» **TASK INSTRUCTIONS**
Working from the entries below, count every line that includes the word "them". Return the figure alone.

» **Collected data**
'''

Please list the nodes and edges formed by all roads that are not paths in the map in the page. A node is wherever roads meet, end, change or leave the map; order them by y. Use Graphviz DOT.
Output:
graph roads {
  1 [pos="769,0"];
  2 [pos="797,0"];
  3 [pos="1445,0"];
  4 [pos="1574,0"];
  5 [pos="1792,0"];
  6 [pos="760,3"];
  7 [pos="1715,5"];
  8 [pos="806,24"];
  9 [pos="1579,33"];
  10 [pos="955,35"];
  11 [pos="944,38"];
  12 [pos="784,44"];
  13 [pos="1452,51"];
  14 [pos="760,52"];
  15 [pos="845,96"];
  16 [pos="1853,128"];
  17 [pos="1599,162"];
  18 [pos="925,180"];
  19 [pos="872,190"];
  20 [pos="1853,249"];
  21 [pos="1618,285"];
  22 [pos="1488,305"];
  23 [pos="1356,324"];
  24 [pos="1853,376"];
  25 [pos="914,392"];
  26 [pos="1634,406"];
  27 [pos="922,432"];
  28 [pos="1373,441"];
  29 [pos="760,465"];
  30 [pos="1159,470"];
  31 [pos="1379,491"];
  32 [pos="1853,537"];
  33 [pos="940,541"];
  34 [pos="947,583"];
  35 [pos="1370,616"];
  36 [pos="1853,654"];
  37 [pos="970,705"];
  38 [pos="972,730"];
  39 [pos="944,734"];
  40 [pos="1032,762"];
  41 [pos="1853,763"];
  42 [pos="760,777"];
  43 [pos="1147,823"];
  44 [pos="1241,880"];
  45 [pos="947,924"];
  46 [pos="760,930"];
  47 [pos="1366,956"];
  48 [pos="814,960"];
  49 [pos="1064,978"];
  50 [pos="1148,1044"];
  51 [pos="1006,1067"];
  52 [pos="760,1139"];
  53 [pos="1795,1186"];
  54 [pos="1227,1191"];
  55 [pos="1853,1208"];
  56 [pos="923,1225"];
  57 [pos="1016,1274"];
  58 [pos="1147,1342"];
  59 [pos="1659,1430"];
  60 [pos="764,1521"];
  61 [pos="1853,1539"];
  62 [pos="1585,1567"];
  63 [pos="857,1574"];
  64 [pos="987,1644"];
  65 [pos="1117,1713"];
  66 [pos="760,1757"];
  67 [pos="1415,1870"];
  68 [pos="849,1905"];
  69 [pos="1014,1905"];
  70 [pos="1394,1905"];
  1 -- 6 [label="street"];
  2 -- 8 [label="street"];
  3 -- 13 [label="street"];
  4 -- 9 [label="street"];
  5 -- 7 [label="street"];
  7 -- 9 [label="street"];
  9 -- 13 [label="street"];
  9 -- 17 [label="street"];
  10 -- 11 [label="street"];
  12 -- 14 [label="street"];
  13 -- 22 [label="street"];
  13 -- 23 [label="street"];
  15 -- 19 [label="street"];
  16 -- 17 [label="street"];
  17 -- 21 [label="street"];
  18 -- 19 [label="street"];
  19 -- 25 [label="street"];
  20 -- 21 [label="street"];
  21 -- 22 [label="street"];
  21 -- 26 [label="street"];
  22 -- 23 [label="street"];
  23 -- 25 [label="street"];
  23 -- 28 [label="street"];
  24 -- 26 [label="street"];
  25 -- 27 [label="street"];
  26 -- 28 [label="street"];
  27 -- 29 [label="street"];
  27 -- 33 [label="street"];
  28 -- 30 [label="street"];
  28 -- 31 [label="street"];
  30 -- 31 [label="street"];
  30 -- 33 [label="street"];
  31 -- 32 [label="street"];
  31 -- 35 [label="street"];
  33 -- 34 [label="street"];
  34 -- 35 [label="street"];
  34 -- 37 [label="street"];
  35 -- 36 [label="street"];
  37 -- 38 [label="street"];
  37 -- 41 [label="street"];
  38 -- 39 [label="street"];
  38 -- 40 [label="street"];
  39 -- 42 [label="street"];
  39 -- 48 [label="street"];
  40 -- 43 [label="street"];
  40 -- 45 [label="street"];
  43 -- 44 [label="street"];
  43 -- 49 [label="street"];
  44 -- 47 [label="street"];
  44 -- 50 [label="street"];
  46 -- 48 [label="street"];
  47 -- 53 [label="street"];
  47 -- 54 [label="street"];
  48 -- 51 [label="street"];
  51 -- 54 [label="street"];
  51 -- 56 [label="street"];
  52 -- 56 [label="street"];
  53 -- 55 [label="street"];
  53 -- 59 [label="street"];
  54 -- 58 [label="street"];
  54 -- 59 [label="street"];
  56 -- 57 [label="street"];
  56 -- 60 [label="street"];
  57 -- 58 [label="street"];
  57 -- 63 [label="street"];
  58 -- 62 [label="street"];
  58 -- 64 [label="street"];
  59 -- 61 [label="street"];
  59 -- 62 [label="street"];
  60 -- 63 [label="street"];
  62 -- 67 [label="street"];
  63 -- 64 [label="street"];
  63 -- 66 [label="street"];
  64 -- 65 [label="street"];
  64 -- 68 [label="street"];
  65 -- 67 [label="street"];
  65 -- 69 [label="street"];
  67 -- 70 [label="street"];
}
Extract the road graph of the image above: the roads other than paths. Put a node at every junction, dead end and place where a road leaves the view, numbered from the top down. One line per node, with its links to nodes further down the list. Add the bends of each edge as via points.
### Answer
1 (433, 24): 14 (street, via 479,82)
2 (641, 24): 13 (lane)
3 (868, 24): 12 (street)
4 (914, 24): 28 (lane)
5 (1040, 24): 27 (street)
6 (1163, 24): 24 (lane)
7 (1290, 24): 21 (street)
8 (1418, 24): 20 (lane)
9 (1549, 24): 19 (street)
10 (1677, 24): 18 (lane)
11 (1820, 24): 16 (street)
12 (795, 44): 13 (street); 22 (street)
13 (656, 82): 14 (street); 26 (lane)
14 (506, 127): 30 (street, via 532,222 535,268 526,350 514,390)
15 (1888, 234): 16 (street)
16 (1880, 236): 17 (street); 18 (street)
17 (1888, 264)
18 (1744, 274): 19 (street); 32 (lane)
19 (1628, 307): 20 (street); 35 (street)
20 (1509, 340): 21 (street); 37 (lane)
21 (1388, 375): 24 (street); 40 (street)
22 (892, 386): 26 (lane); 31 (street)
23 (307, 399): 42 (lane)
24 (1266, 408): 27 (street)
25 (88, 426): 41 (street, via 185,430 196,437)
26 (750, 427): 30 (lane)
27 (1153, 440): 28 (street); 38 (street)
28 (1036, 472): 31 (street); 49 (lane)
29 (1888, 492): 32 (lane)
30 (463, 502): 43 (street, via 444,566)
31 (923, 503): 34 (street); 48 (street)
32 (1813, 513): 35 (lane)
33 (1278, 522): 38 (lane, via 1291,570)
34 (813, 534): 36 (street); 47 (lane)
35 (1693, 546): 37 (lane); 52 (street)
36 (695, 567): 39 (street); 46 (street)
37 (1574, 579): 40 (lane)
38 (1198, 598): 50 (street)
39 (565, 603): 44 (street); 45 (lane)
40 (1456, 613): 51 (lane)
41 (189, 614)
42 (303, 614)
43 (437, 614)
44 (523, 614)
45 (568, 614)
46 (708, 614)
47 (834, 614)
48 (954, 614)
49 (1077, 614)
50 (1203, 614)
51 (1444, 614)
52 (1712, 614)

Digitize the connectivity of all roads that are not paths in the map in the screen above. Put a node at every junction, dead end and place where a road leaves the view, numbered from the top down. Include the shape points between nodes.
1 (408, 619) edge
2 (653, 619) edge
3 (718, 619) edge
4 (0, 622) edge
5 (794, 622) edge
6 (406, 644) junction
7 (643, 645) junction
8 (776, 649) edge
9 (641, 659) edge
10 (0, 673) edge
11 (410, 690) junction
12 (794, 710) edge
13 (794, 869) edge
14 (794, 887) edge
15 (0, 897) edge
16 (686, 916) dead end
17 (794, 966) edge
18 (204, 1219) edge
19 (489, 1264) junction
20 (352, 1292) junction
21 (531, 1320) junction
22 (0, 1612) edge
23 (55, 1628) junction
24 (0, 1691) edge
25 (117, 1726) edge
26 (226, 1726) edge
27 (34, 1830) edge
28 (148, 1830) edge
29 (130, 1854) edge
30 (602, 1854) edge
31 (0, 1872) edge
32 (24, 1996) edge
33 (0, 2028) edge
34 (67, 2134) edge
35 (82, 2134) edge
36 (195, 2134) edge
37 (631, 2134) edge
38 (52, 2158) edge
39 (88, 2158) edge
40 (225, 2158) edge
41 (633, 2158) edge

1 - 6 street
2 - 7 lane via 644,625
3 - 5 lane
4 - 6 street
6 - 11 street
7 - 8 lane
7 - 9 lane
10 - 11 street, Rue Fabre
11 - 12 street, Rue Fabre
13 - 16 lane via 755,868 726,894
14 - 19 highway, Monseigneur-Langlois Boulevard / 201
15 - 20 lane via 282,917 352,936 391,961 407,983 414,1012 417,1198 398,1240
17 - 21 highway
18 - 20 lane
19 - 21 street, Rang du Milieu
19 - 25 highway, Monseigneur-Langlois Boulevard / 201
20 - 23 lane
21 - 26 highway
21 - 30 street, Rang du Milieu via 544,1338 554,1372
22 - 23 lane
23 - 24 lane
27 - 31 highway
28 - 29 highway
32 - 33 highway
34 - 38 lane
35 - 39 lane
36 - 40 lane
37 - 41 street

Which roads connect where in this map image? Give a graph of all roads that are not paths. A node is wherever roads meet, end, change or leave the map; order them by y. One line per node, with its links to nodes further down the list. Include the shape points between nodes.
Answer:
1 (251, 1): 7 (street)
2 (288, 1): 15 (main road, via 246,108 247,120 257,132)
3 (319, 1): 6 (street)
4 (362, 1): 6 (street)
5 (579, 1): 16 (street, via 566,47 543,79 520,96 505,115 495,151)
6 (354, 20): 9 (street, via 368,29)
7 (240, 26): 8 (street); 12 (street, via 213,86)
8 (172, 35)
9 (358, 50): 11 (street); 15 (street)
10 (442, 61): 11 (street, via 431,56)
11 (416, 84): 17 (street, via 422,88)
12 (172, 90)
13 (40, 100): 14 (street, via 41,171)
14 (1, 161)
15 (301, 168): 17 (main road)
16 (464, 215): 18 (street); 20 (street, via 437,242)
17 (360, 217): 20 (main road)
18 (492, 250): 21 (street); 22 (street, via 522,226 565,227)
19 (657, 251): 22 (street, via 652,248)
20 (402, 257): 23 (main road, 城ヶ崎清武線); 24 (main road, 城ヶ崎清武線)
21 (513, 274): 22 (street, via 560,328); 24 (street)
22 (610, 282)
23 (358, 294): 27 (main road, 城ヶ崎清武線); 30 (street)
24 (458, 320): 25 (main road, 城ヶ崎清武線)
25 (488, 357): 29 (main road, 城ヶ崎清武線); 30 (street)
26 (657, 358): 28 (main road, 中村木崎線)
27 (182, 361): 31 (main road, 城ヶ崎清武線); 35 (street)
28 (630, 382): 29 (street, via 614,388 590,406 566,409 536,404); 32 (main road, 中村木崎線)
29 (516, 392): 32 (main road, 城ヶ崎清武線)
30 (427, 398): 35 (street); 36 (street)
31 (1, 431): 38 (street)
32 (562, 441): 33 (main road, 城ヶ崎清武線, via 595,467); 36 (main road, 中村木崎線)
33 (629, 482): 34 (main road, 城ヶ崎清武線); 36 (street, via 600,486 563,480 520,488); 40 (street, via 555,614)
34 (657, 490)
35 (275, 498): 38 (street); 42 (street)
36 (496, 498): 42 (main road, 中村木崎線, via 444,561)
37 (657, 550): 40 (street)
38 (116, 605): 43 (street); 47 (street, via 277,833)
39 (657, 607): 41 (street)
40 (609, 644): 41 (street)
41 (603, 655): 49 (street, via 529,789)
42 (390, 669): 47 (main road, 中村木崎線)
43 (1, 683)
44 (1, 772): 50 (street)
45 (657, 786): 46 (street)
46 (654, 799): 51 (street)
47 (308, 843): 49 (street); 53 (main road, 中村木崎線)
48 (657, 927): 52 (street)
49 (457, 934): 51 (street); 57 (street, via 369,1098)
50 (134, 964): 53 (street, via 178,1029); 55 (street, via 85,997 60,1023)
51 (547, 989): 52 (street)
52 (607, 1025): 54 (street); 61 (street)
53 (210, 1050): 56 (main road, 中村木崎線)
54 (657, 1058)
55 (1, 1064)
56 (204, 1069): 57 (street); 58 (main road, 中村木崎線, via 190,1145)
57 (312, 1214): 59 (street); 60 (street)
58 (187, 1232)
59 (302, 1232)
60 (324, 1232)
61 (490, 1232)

'''

» **COMPLETED EXERCISE**
2